Severe asthma is difficult to treat, especially in the face of comorbidities or among patients that face constant allergen exposure. Among the asthmatic population, 24% will require high intensity treatment, 17% will have difficult-to-treat asthma, and 3.7% will be severe asthmatics. The treatments on offer vary according to the type of difficult or severe asthma that is present.

Once one makes the diagnosis of asthma, it is important to see whether there are confounding factors that are making their asthma worse. Are they using the correct inhaler technique? Do they take the medications they are prescribed, and do so regularly? Are they employed in an occupation that involves continual exposure to allergens? 80% of the time, a patient’s condition can be improved simply by paying attention to measures like these.
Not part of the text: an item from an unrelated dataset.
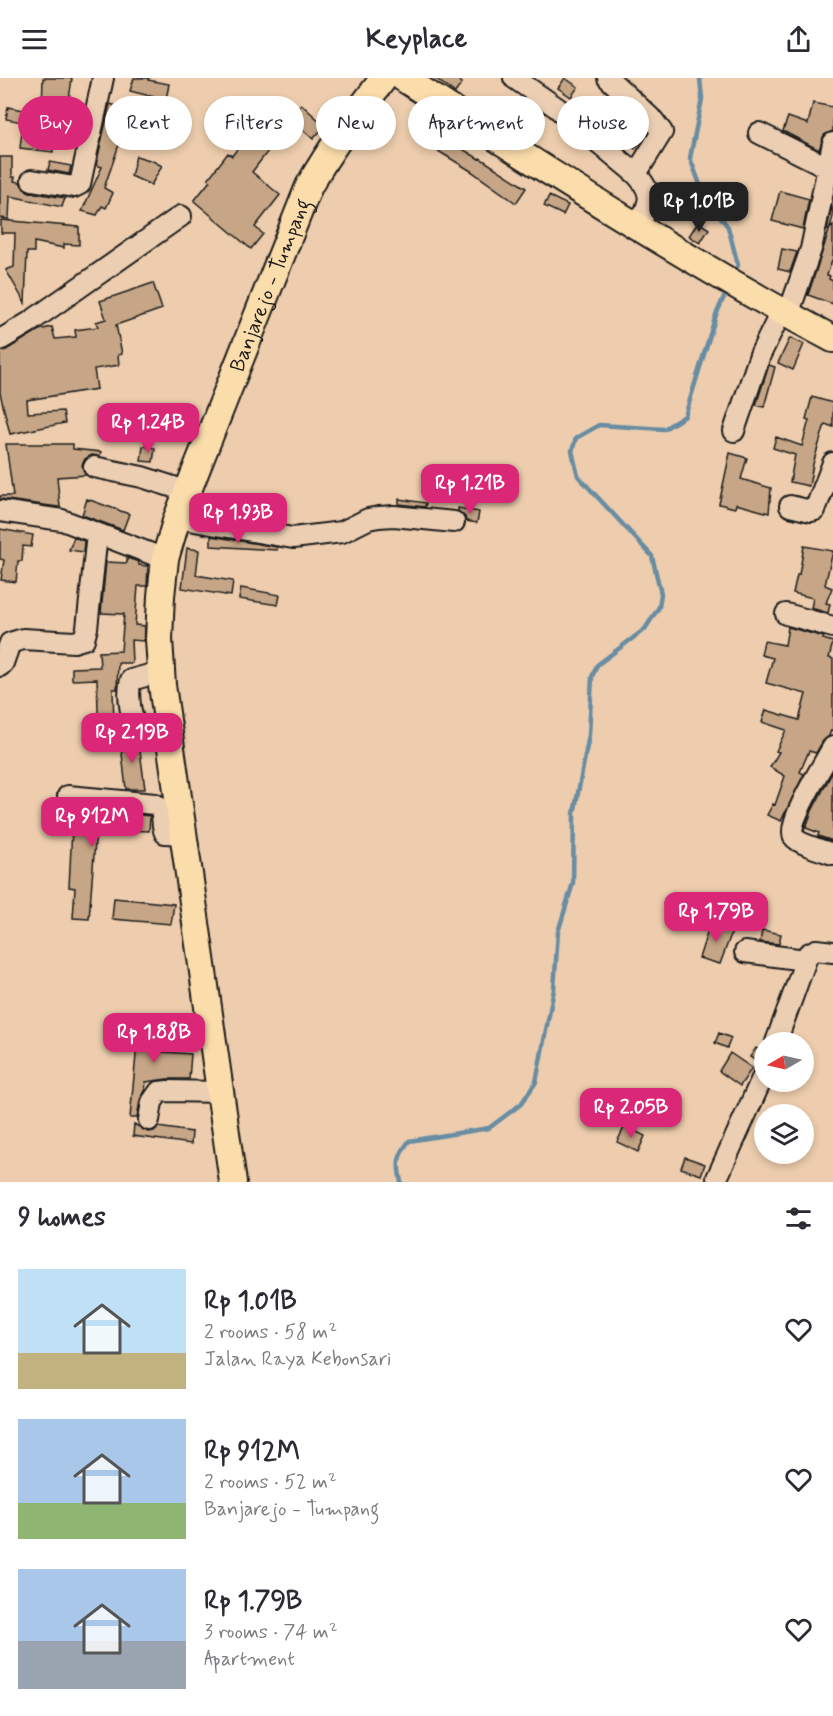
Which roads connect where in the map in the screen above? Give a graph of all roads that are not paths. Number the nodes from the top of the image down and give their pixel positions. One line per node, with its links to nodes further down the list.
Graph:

To suss out whether patients are adhering to their medication, don’t confront them. Rather ask: “What did you take this morning?” or “What are you using every day?” This approach will be much more effective. Inhaler use is a major problem for asthmatics and a recent study showed that there were use errors in 32% to 38% of dry powder inhalers and 24.9% of metered dose inhalers.

DIAGNOSIS

So how does one accurately diagnose asthma and severe asthma? Most patients will be able to identify a few triggers such as petrol, perfumes, grass, or stress. They find that their attacks start with a cough, chest tightness and shortness of breath. They are definitely asthmatic if you use spirometry and identify that forced expiratory volume in one second over the forced volume capacity is less than 70%, and that they have at least a 12% or 200ml increase in FEV-1 after the use of a bronchodilator.

It is ideal to do spirometry while the patient is symptomatic because an asthmatic who is not symptomatic, will have normal spirometry when you test them. If you still suspect asthma and they have normal spirometry, you can get the patient to walk up and down a couple of flights of stairs (for example), wait 5 to 10 minutes, and then repeat spirometry. You may then find a decrease in their FEV-1. The gold standard though, is to do a methacholine challenge test.

This involves giving small doses of methacholine that are titrated in small amounts and increasing the amount gradually to provoke a drop in forced expiratory volume in 1 second by 20%. You could also send them home with a peak flow metre and look for 20% variability during the day if it's still non-reversible.